Could you retype all of the data below exactly as given?

(Dataset entries)
•••

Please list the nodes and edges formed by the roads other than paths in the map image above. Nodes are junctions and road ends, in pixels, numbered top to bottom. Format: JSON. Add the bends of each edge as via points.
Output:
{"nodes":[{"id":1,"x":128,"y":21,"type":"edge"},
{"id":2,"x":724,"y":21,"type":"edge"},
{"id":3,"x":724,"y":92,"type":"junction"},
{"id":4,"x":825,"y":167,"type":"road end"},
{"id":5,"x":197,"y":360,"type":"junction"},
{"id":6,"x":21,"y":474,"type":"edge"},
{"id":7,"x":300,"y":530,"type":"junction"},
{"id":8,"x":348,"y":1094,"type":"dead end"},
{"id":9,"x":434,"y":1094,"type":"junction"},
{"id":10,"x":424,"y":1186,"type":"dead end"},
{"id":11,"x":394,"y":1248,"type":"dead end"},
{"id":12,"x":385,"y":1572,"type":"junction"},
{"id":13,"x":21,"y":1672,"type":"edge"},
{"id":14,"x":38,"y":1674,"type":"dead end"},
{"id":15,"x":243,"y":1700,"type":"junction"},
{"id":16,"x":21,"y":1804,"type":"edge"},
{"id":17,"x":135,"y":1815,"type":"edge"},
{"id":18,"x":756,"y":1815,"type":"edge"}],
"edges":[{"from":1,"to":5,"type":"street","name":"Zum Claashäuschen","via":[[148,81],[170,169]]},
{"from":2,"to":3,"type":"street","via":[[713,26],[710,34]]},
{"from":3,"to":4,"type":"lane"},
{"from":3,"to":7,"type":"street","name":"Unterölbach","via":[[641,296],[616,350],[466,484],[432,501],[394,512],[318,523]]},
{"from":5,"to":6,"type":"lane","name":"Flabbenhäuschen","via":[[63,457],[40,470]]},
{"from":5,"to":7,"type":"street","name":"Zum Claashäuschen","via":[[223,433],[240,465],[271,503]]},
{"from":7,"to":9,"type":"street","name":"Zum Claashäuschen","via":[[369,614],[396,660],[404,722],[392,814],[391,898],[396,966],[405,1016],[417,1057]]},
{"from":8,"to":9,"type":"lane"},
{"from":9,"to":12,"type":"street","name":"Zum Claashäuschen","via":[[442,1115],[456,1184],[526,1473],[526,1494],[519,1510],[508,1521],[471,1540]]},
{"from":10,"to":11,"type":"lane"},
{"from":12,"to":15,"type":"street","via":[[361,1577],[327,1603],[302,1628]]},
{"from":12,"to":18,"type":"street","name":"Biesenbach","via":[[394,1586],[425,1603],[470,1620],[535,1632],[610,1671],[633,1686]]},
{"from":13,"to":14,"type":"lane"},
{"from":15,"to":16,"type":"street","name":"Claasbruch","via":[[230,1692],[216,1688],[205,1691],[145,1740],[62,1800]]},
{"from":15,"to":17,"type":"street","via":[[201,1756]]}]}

•••

- _Result for this task_:
Please list the nodes and edges formed by the roads other than paths in the map image above. Nodes are junctions and road ends, in pixels, numbered top to bottom. Format: JSON. Add the bends of each edge as via points.
Output:
{"nodes":[{"id":1,"x":128,"y":21,"type":"edge"},
{"id":2,"x":724,"y":21,"type":"edge"},
{"id":3,"x":724,"y":92,"type":"junction"},
{"id":4,"x":825,"y":167,"type":"road end"},
{"id":5,"x":197,"y":360,"type":"junction"},
{"id":6,"x":21,"y":474,"type":"edge"},
{"id":7,"x":300,"y":530,"type":"junction"},
{"id":8,"x":348,"y":1094,"type":"dead end"},
{"id":9,"x":434,"y":1094,"type":"junction"},
{"id":10,"x":424,"y":1186,"type":"dead end"},
{"id":11,"x":394,"y":1248,"type":"dead end"},
{"id":12,"x":385,"y":1572,"type":"junction"},
{"id":13,"x":21,"y":1672,"type":"edge"},
{"id":14,"x":38,"y":1674,"type":"dead end"},
{"id":15,"x":243,"y":1700,"type":"junction"},
{"id":16,"x":21,"y":1804,"type":"edge"},
{"id":17,"x":135,"y":1815,"type":"edge"},
{"id":18,"x":756,"y":1815,"type":"edge"}],
"edges":[{"from":1,"to":5,"type":"street","name":"Zum Claashäuschen","via":[[148,81],[170,169]]},
{"from":2,"to":3,"type":"street","via":[[713,26],[710,34]]},
{"from":3,"to":4,"type":"lane"},
{"from":3,"to":7,"type":"street","name":"Unterölbach","via":[[641,296],[616,350],[466,484],[432,501],[394,512],[318,523]]},
{"from":5,"to":6,"type":"lane","name":"Flabbenhäuschen","via":[[63,457],[40,470]]},
{"from":5,"to":7,"type":"street","name":"Zum Claashäuschen","via":[[223,433],[240,465],[271,503]]},
{"from":7,"to":9,"type":"street","name":"Zum Claashäuschen","via":[[369,614],[396,660],[404,722],[392,814],[391,898],[396,966],[405,1016],[417,1057]]},
{"from":8,"to":9,"type":"lane"},
{"from":9,"to":12,"type":"street","name":"Zum Claashäuschen","via":[[442,1115],[456,1184],[526,1473],[526,1494],[519,1510],[508,1521],[471,1540]]},
{"from":10,"to":11,"type":"lane"},
{"from":12,"to":15,"type":"street","via":[[361,1577],[327,1603],[302,1628]]},
{"from":12,"to":18,"type":"street","name":"Biesenbach","via":[[394,1586],[425,1603],[470,1620],[535,1632],[610,1671],[633,1686]]},
{"from":13,"to":14,"type":"lane"},
{"from":15,"to":16,"type":"street","name":"Claasbruch","via":[[230,1692],[216,1688],[205,1691],[145,1740],[62,1800]]},
{"from":15,"to":17,"type":"street","via":[[201,1756]]}]}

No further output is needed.